Trojan’s revived interest in space opens new career path, with stops at NASA and JPL
Emilie Skoog likes space. That might be obvious from her Jet Propulsion Laboratory T-shirt or the space shuttle charm necklace around her neck.
“You can call it Endeavour,” she said with a laugh.
But Skoog, who spends her time researching extreme environments — like volcanic lakes in Iceland and what they can tell us about icy planets and moons — didn’t come to USC with Europa or Mars on the mind.
She came in planning to study sports medicine.
Her freshman admissions counselors urged her to experiment and take classes outside her major.
“They always said to really explore — to take classes that are interesting to you,” she said.
Taking the tip, she signed up for a freshman seminar called “The Space Shuttle and Our Place in the Universe.”
“I had … been interested in space since I was little,” she said. “It kind of opened up that there was so much more to space than engineering.”
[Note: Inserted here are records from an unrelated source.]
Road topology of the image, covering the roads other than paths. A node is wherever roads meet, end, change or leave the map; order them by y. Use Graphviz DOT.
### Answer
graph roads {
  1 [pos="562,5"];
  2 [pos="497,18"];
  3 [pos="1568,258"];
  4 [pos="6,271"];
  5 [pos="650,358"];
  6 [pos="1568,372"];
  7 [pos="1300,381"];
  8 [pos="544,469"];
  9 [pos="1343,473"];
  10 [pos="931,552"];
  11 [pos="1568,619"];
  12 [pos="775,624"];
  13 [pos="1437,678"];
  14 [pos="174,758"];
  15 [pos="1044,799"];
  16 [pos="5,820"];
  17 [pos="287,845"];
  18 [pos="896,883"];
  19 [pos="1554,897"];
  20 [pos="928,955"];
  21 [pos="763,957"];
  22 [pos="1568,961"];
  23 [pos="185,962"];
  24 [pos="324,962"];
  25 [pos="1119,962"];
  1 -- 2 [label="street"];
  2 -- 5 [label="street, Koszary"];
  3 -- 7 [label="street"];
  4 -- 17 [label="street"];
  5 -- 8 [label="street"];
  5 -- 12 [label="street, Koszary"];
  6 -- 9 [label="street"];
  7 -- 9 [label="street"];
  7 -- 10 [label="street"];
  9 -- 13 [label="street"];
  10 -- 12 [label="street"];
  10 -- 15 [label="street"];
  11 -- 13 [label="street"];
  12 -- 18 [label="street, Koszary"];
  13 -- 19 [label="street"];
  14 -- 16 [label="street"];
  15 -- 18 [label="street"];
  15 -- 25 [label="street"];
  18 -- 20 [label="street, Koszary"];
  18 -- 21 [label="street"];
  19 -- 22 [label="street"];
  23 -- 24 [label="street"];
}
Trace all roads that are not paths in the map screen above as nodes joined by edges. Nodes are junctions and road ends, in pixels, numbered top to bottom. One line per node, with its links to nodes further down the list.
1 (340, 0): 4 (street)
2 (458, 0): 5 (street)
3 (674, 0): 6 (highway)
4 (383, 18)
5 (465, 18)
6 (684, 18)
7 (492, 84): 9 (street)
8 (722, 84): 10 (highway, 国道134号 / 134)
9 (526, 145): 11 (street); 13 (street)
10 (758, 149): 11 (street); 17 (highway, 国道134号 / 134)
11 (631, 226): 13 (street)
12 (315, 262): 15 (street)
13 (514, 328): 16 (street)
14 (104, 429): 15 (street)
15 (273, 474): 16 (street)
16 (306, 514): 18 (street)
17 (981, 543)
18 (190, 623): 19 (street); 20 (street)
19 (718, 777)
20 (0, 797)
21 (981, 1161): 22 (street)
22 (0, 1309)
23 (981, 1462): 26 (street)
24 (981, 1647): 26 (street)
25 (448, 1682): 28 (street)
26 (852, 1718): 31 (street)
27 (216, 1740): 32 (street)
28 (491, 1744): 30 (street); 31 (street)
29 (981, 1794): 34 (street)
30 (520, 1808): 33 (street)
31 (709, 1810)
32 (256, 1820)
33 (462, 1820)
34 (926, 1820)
She was still focusing on medicine but slowly started incorporating her new interest in space into her schedule. She volunteered to reconstruct the Ranger VII spacecraft to be on display at the California Science Center, working alongside retired JPL engineers for eight months.
During her sophomore year she applied for a summer internship at the NASA’s Kennedy Space Center in Cape Canaveral, Fla. She knew it would be hard to get an interview because she had missed the bulk of the deadlines.
“It was 5 a.m. in Leavey Library and I get this email,” she said. It was an email asking to set up an interview.
“I was like, ‘Wow, this is my one shot. I can’t mess up.’”
During her phone interview with Matthew Mickens, who later became her mentor, she realized they had some things in common.
“When I was in seventh grade, my science fair project was extremely similar to what he was researching at Kennedy — growing plants with different types of light,” she said, noting his research on LED light and growing a type of Romaine lettuce on Mars.
Beating the best
She beat out some of the nation’s top students and applicants with years of botany experience for the internship. She thinks her enthusiasm for science made her stand out.
At Kennedy, she caught up with her middle school passion: She got to work on Mickens’ research.
“That really changed everything for me,” she said. “That’s when I knew that’s what I was going to do.”
In her junior year, when she started researching in USC Dornsife Professor of Earth Sciences and Biological Sciences Jan Amend’s lab, she changed her majors to biological sciences and Earth sciences. In Amend’s lab, she studied Icelandic lakes that are formed from volcanic activity under ice caps.
“For instance, Europa, we know it’s an ice cap and we think beneath is a big ocean and beneath that is some hydrothermal activity — so pretty much the same exact structure as our subglacial lake,” she said. “So studying what we can on Earth, you can say, ‘All right, there is potential for this to happen on another planet or an icy moon,’ and that can tell you there’s possibility for life maybe.”
On top of that, she interned at JPL last summer, where she investigated how to avoid contamination on Mars when scientists take samples, such as during the upcoming 2020 mission.
One thing she’s noticed during her internships was a shortage of women in STEM — science, technology, engineering and math: She was often one of the only women in the lab. A friend of hers, interning in engineering, was the only woman on the whole floor, Skoog said.
Women in STEM
Because of that, she speaks to young girls in L.A. about careers for women in STEM.
“I think women have a lot to offer the world,” she said. “I think with more diversity in everything, you are bringing together people more equipped to answer questions that we might not be able to answer right now.”
She encourages girls to think less about a perfect GPA and more about following their curiosity as women in STEM.
“Passion really, really matters,” she said.
Skoog will be pursuing her Ph.D. at the Massachusetts Institute of Technology in the fall. She’ll study astrobiology and geochemistry.
“I don’t think I’m going to solve the origin of life, but I think a lot of people have had that question cross their mind at least once: How did we all get here?” she said. “I think getting closer to answering that question or eliminating some … I think that would be pretty exciting.”